Hydrogen and Lithium-Ion: Europe’s Key to a Green Recovery

on October 20, 2020
PV-Magazine

In line with the European Green Deal, the ‘Next Generation EU’ package recognizes hydrogen for its ability to bolster the long-term objectives of the European Union and the essential role it can play in achieving climate neutrality.

Economies across the world have begun engaging with hydrogen. Many governments have created generous subsidies to pursue hydrogen as a way of diversifying their energy sources.

Still, lithium-ion remains the dominant energy storage technology for the wider industrial sector and is expected to dominate the markets. Investments from EU’s Green Stimulus through the IPCEI Initiative to support innovations to battery value chain underline how important lithium-ion technologies will become. The project supports the development of innovative and sustainable technologies for lithium-ion batteries (liquid electrolyte and solid-state) that last longer, have shorter charging times, are safer, and more environmentally-friendly than those currently available. Innovation will also specifically aim at improving environmental sustainability across all segments of the battery value chain. It aims to reduce the CO2 footprint and the waste generated along with the different production processes as well as develop environmentally friendly and sustainable dismantling, recycling, and refining in line with circular economy principles.

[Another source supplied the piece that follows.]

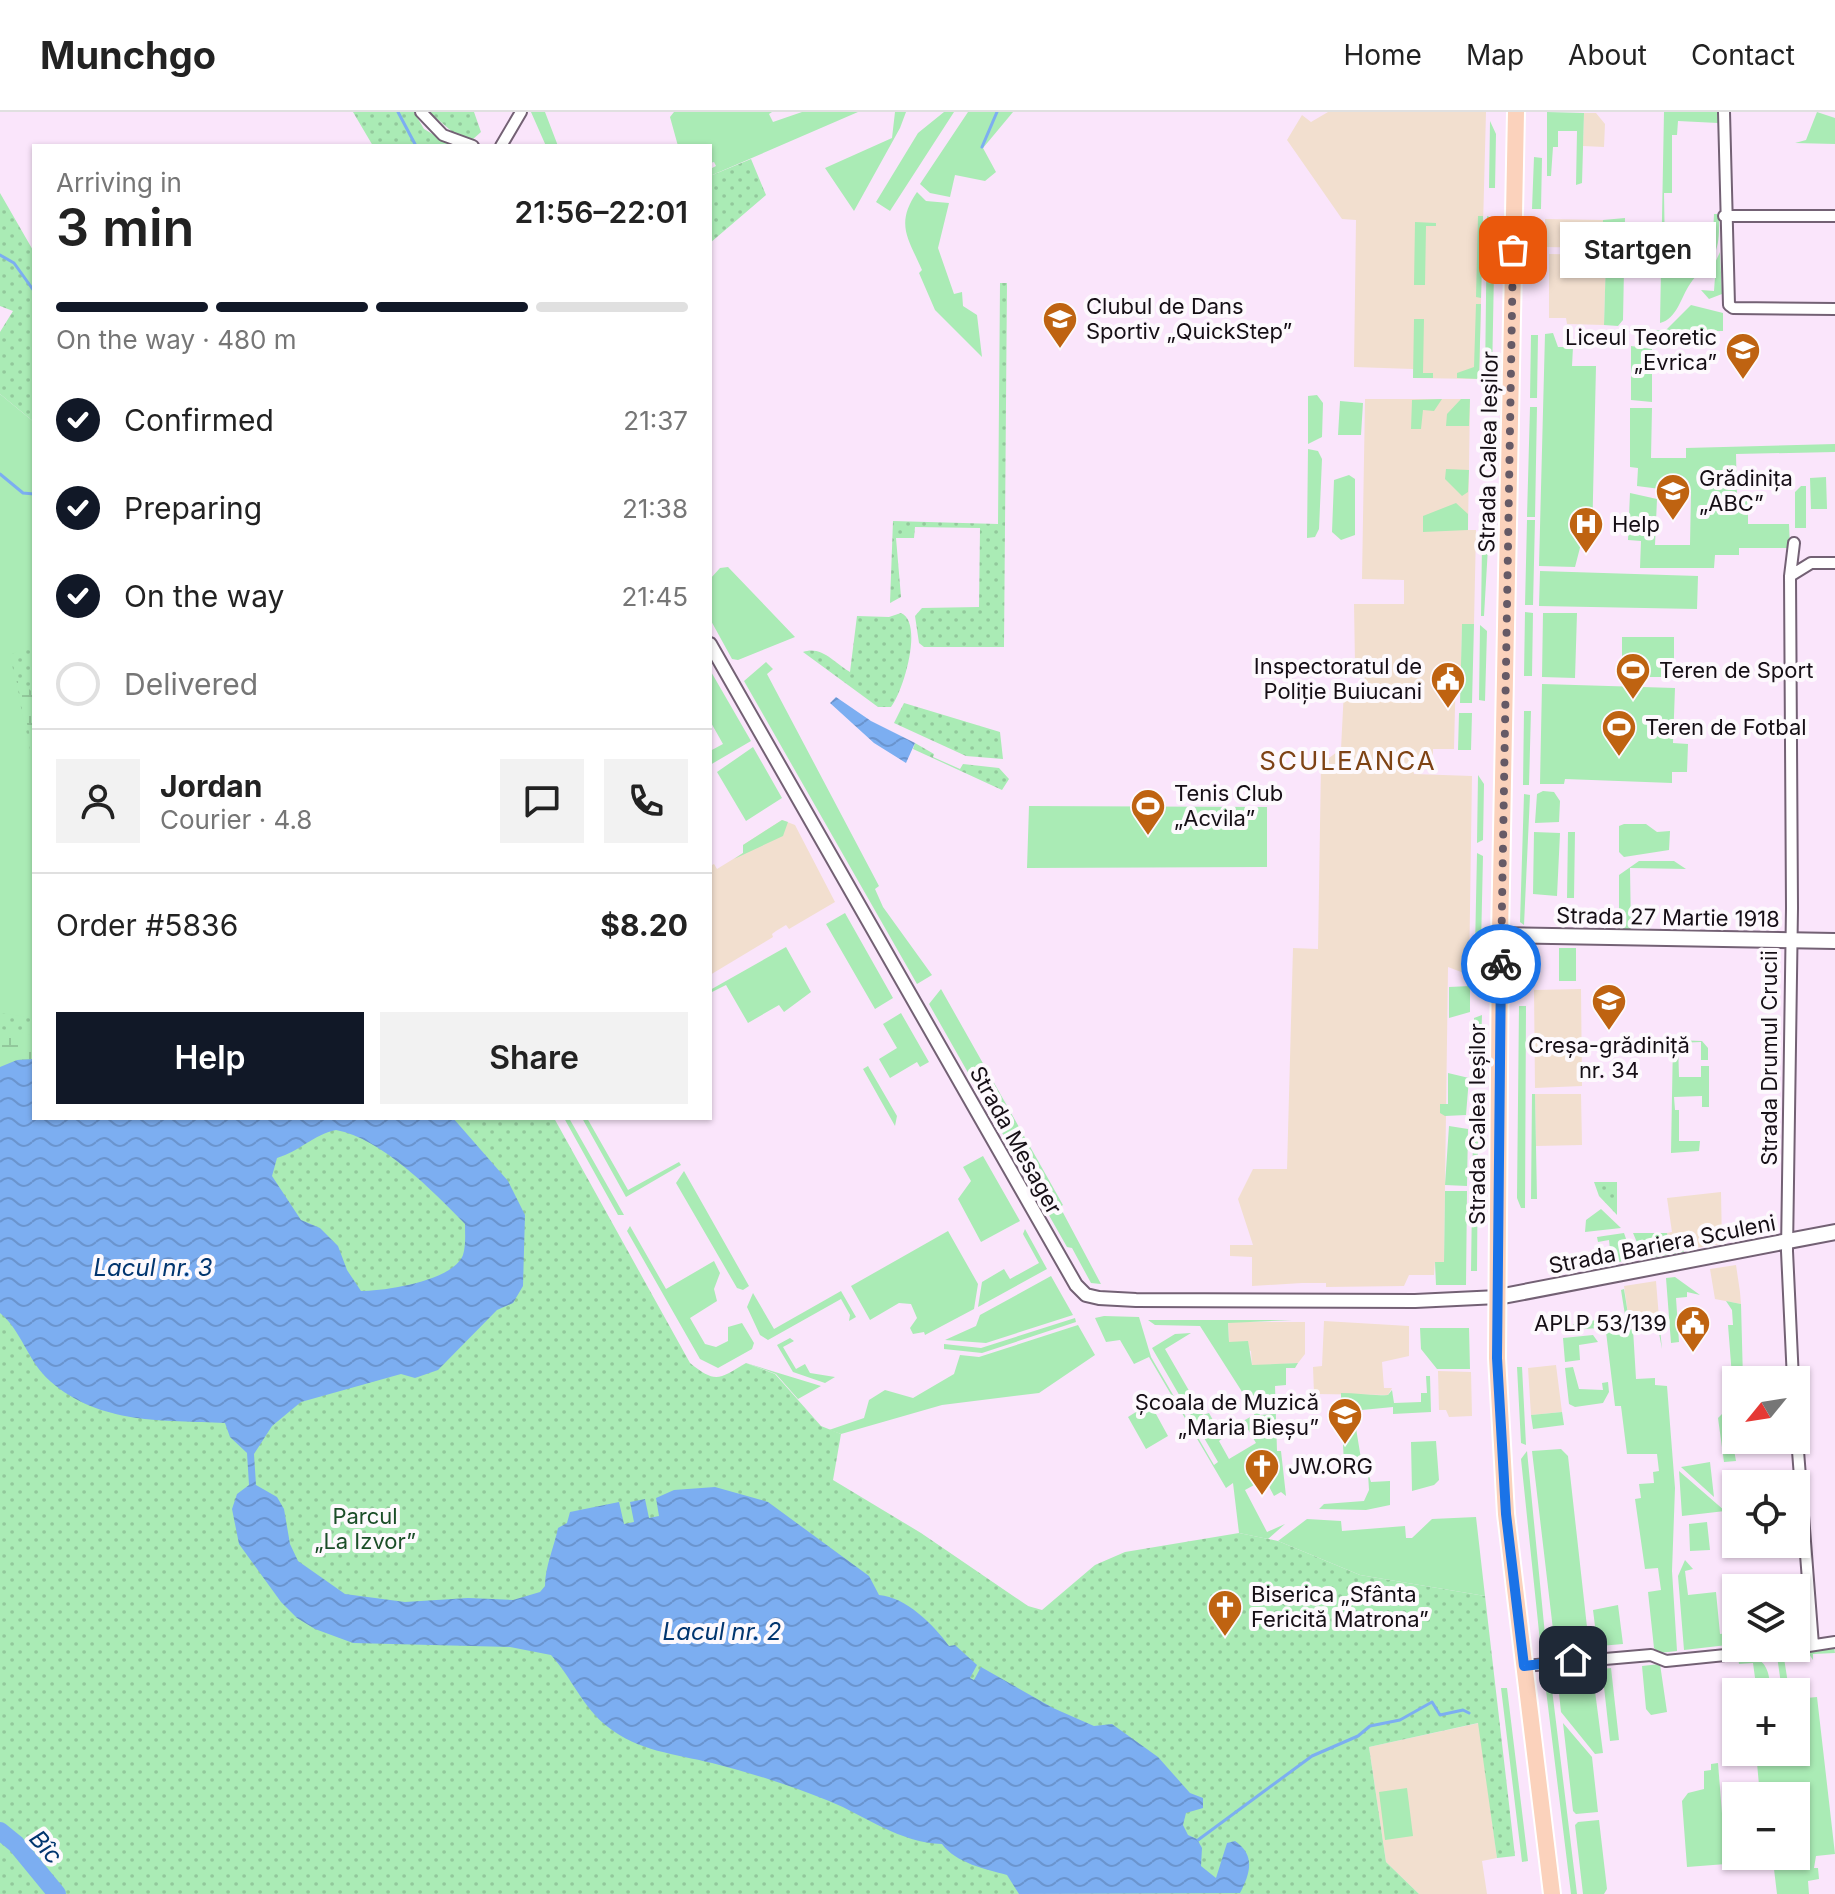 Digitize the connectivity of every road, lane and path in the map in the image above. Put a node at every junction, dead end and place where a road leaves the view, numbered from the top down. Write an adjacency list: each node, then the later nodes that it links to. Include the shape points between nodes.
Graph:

Lithium is leading the innovations

The global lithium-ion battery market has experienced a period of exponential growth in recent years and Data Bridge Market Research expects the lithium-ion EV market to continue growing at an annual rate of 15.70% in the forecast period of 2020 to 2027. The growth of the market is attributed to the growing demand for lithium-ion batteries in a number of applications (electric vehicles, robots for warehouse, e-marine & e-transports), which provide lower maintenance requirements, longevity, and are a more sustainable solution in comparison to fuel.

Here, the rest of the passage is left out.